Baseless Next Generation Rumors with no Technical Merits [post E3 2019, pre GDC 2020] [XBSX, PS5]

Status
Not open for further replies.
Even if PS5 really needs exactly 36CUs in BC mode, why can’t they design a 56CUs GPU and turn off 20CUs in BC mode?

Why didn't they do likewise on 4Pro, but keep more CUs active in "Boost mode" so the software gets a bigger boost even when not patched? That's what Microsoft did on OneX so all older unpatched games run at 3TF from the start. Games with newer SDK then get use of the full 6TF even without explicitly targeting OneX.
 
Why didn't they do likewise on 4Pro, but keep more CUs active in "Boost mode" so the software gets a bigger boost even when not patched?
Because it'd cost more and yet likely sell no more units. 4Pro's choices are affected by economic choices very different a next-gen platform.
 
Which is why Cell should be included in PS5 as a custom 3D audio processor! What would Cell be at 7nm? It was 230 mm² at 90nm? 7 node shrinks. 230 / 2^7 = 2 mm²...

Two!
 
Even if PS5 really needs exactly 36CUs in BC mode, why can’t they design a 56CUs GPU and turn off 20CUs in BC mode?

A. First let's get rid of the notion that Sony ever had any intention of going with a 400mm2 SOC like the Xsx. 400mm2 is an outlier in terms of silicon die size in consoles, and is proverbially a game changer. MS also has a smaller SOC in Lockhart to offset any pricing difficulties. Just because MS did A, doesn't mean Sony wanted or can do A. Vice versa.

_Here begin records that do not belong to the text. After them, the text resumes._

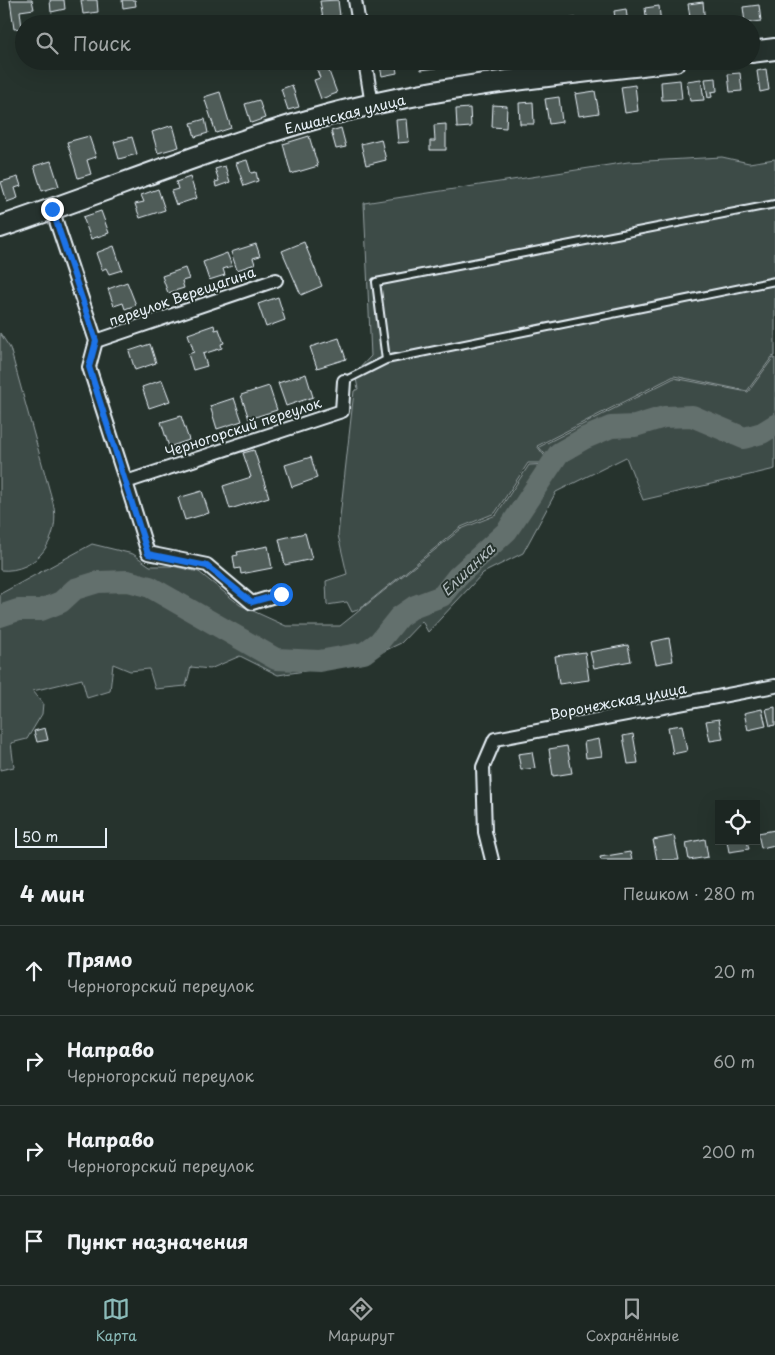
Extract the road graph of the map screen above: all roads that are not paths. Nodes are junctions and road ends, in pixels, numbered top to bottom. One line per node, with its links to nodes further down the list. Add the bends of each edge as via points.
1 (356, 0): 2 (street)
2 (358, 15)
3 (775, 49): 4 (main road)
4 (760, 51)
5 (366, 70): 7 (street)
6 (601, 70): 7 (main road, Елшанская улица, via 464,87)
7 (372, 105): 9 (main road, Елшанская улица, via 304,122)
8 (775, 204): 14 (lane, via 376,282)
9 (52, 209): 10 (main road, Елшанская улица); 13 (street)
10 (0, 227)
11 (276, 280): 13 (street, переулок Верещагина)
12 (775, 281): 14 (lane)
13 (96, 341): 16 (street, via 89,367)
14 (386, 360): 15 (lane)
15 (344, 381): 16 (street, Черногорский переулок, via 342,411)
16 (126, 482): 17 (street, via 148,554 207,566 252,602)
17 (281, 594)
18 (775, 686): 19 (street, Воронежская улица, via 496,740 483,767 485,832)
19 (492, 860)

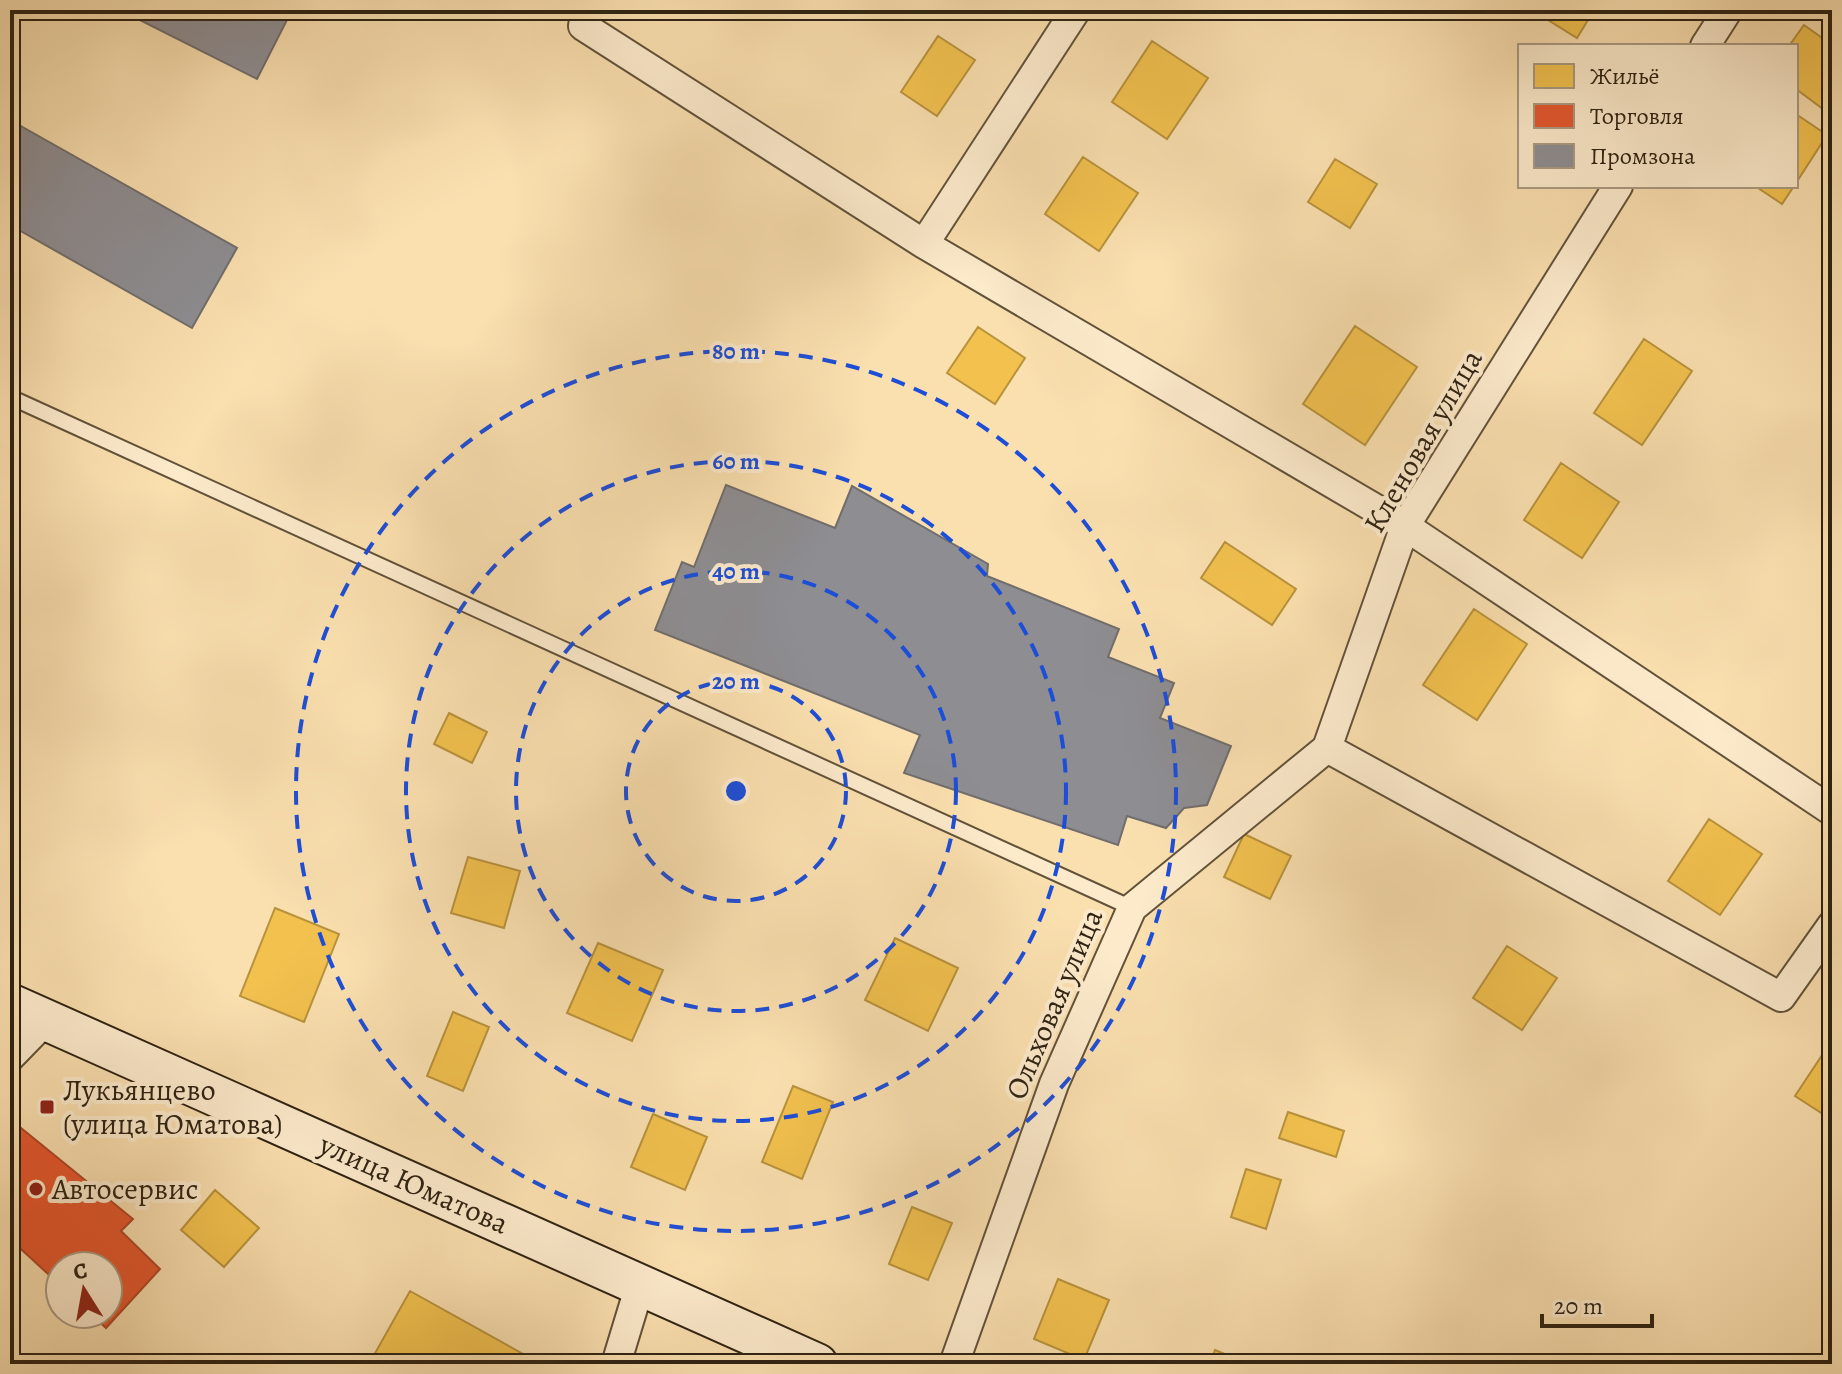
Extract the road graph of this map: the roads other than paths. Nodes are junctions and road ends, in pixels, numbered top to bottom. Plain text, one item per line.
1 (1076, 10) edge
2 (1728, 10) edge
3 (579, 15) edge
4 (1706, 44) edge
5 (1617, 188) edge
6 (924, 244) junction
7 (10, 397) edge
8 (1405, 526) junction
9 (1327, 748) junction
10 (1832, 811) edge
11 (1132, 908) junction
12 (1832, 925) edge
13 (10, 1004) edge
14 (46, 1020) junction
15 (10, 1057) edge
16 (640, 1285) junction
17 (616, 1364) edge
18 (817, 1364) edge
19 (954, 1364) edge

1 - 6 street
2 - 4 street
3 - 6 street
5 - 8 street, Кленовая улица
6 - 8 street
7 - 11 lane
8 - 9 street, Кленовая улица
8 - 10 street
9 - 11 street, Ольховая улица
9 - 12 street
11 - 19 street, Ольховая улица
13 - 14 main road, улица Юматова
14 - 15 street
14 - 16 main road, улица Юматова
16 - 17 street
16 - 18 main road, улица Юматова

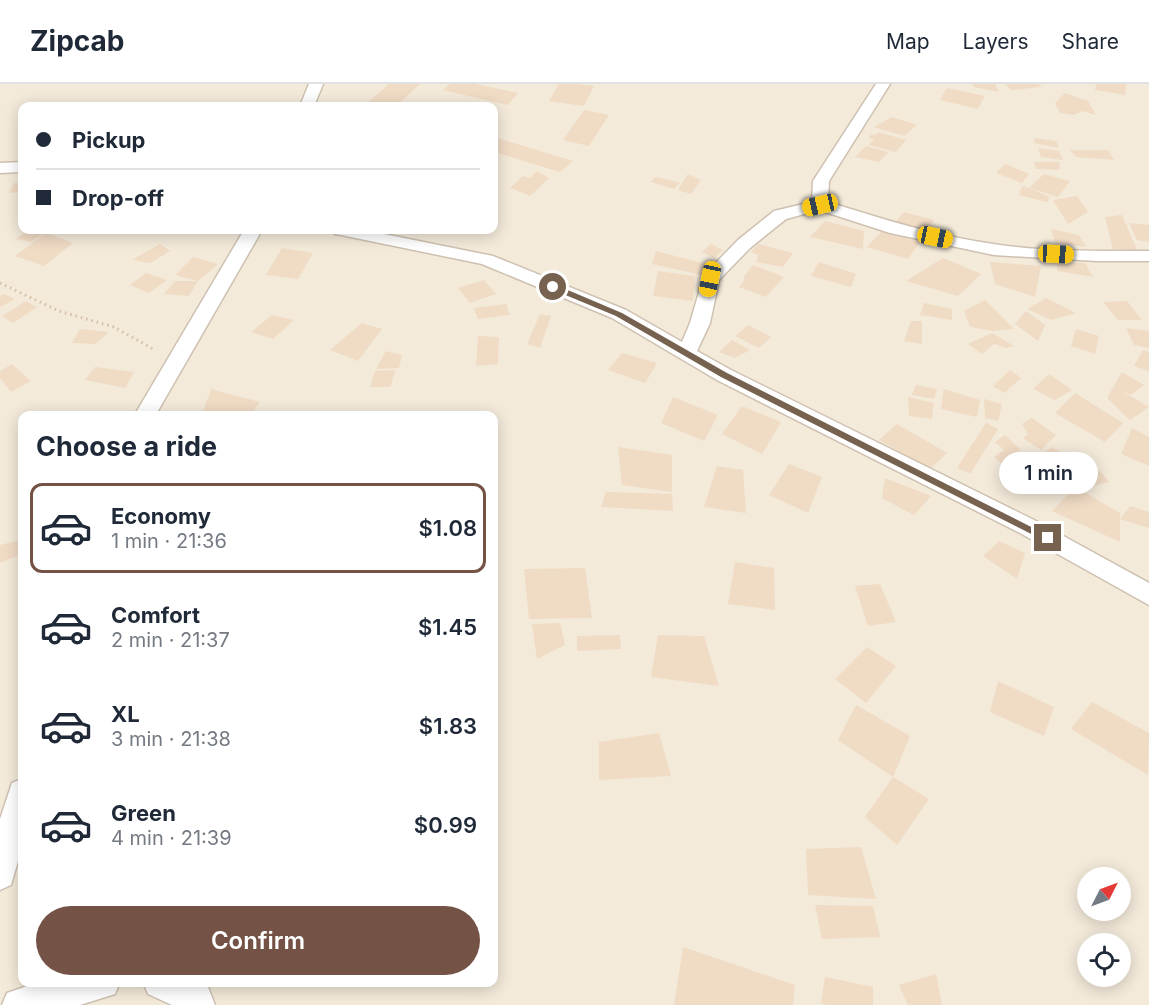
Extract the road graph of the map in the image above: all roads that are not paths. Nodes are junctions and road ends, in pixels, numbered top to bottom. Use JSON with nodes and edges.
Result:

2. MS had a three VMs for the OS in Xb1 and Xb1x. The title VM had a HAL that allowed them their low level SDK to be further removed from Sonys. This is why Xb1 games can use 20CUs and 3TF in unpatched mode by default. Sony didn't have a similar HAL so their games in BC mode needs to run in an environment that more closely matches the environment they were developed for.
 
Last edited:
Why would it need a HAL? The GPU could operate as a 36 CU part and deal with the instructions as such in 'compatibility mode'.
 
Which is why Cell should be included in PS5 as a custom 3D audio processor! What would Cell be at 7nm? It was 230 mm² at 90nm? 7 node shrinks. 230 / 2^7 = 2 mm²...

Two!

I know your are jesting, but I wonder if there is a minimum die size due to tooling and things like that?
 
If we ignore N7P for now , 36CU rdna with 8x zen2 is just a bit smaller than the launch ps4 die (maybe 320mm2?), and we didn't add whatever their solution is for RT and Audio. So it looks like 36 is already barely reaching a reasonable BOM. Also we have to consider the much higher cost of the SSD for this gen ($100 vs $35). It's not a bad target for a single SKU launch.
28nm is probably a lot cheaper per mm^2 than 7nm anyways. I expect even with 36CUs the console would have much higher BOM than the PS4 at launch.
 
Why would it need a HAL? The GPU could operate as a 36 CU part and deal with the instructions as such in 'compatibility mode'.

I read somewhere that this opens up race condition and timing issues. Can't seem to find the post...

20 active WGP part was there in Navi 10 for PS5 to use, but they chose 18 instead. The only reason imo for such a move is BC.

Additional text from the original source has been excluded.